Cisco earnings up 27 percent

San Francisco – Cisco Systems Inc., the world’s largest networking equipment maker, said Wednesday its first-quarter earnings jumped 27 percent over last year on higher sales of the gear that connects computers to the Internet.

Net income for the quarter ended Oct. 28 was $1.61 billion, or 26 cents per share, compared with $1.26 billion, or 20 cents per share, in the same period last year.

Quarterly sales for the San Jose-based company were $8.18 billion, compared with $6.55 billion last year.

Excluding one-time charges, the company would have earned $1.9 billion, or 31 cents per share.

The company was expected to earn, on average, 29 cents per share on $7.9 billion in revenue, according to analysts surveyed by Thomson Financial.

Two businessmen submit bid for Tribune Co.

Los Angeles – Billionaire businessman Eli Broad and supermarket magnate Ron Burkle have teamed up to submit a bid for the Tribune Co., The Associated Press has learned.

Details of the offer by the companies controlled by the two businessmen were not disclosed.

A person familiar with the offer, who was not authorized to publicly discuss it, confirmed Wednesday the bid had been submitted.

Broad and Burkle had been expected to bid for the Los Angeles Times, the Tribune’s largest property. The joint bid for the entire company came as a surprise.

Broad declined to comment on the report. A call to Burkle’s office was not immediately returned.

The bid came a day after Chicago-based Tribune Co. replaced Dean Baquet as editor of the Los Angeles Times because he refused to make mandated cost cuts at the paper.

Broad and Burkle have long said they would be interested in returning the Times to local ownership.

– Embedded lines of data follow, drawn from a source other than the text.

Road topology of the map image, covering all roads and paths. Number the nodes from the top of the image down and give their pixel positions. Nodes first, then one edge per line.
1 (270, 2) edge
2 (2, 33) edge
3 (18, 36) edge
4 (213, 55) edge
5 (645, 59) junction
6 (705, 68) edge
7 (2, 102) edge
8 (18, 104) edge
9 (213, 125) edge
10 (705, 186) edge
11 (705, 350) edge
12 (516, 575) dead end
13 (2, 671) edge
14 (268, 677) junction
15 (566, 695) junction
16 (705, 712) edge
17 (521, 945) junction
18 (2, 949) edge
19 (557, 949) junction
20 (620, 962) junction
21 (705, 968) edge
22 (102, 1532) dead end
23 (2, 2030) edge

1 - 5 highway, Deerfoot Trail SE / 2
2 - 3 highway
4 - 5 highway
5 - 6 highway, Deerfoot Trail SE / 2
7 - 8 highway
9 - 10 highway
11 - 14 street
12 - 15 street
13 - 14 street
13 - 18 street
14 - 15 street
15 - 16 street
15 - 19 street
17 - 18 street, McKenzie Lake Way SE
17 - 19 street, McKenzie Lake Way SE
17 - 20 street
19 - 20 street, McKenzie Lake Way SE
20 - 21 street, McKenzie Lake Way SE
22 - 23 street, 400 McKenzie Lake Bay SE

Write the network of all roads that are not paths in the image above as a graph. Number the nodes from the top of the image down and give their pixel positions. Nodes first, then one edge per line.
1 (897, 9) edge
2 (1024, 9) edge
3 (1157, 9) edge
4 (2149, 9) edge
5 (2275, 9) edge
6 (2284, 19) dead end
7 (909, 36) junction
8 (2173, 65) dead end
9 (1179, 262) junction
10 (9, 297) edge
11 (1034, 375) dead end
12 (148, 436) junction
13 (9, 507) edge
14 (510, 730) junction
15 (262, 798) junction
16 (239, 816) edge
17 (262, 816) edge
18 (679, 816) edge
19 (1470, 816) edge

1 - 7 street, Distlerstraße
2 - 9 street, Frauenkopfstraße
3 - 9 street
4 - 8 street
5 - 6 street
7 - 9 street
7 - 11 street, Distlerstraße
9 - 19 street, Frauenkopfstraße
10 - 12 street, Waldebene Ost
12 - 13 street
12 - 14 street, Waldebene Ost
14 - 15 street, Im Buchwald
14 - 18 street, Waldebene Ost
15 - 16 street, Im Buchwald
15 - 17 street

Scientology groups to pay back $3.5 million from Slatkin scheme

Los Angeles – Three groups affiliated with the Church of Scientology have agreed to return $3.5 million they received from a pyramid scheme operated by Reed Slatkin, the disgraced co-founder of EarthLink Inc.

The move is part of an effort by a federal bankruptcy court to recover funds for investors bilked by Slatkin, who used money from new investors to pay off earlier investors. The settlement with the Scientology groups was approved Tuesday by the bankruptcy judge.

The scam, which did not involve EarthLink, raised nearly $600 million, and ultimately swindled investors out of about $240 million.

Slatkin, who pleaded guilty to fraud, conspiracy and money laundering, is serving a 14-year prison sentence.

Slatkin, who was once an ordained Scientology minister, paid $1.7 million from his scheme directly to Scientology groups, while millions of dollars more were funneled through other investors to groups affiliated with the church, bankruptcy trustee R. Todd Neilson said in court filings.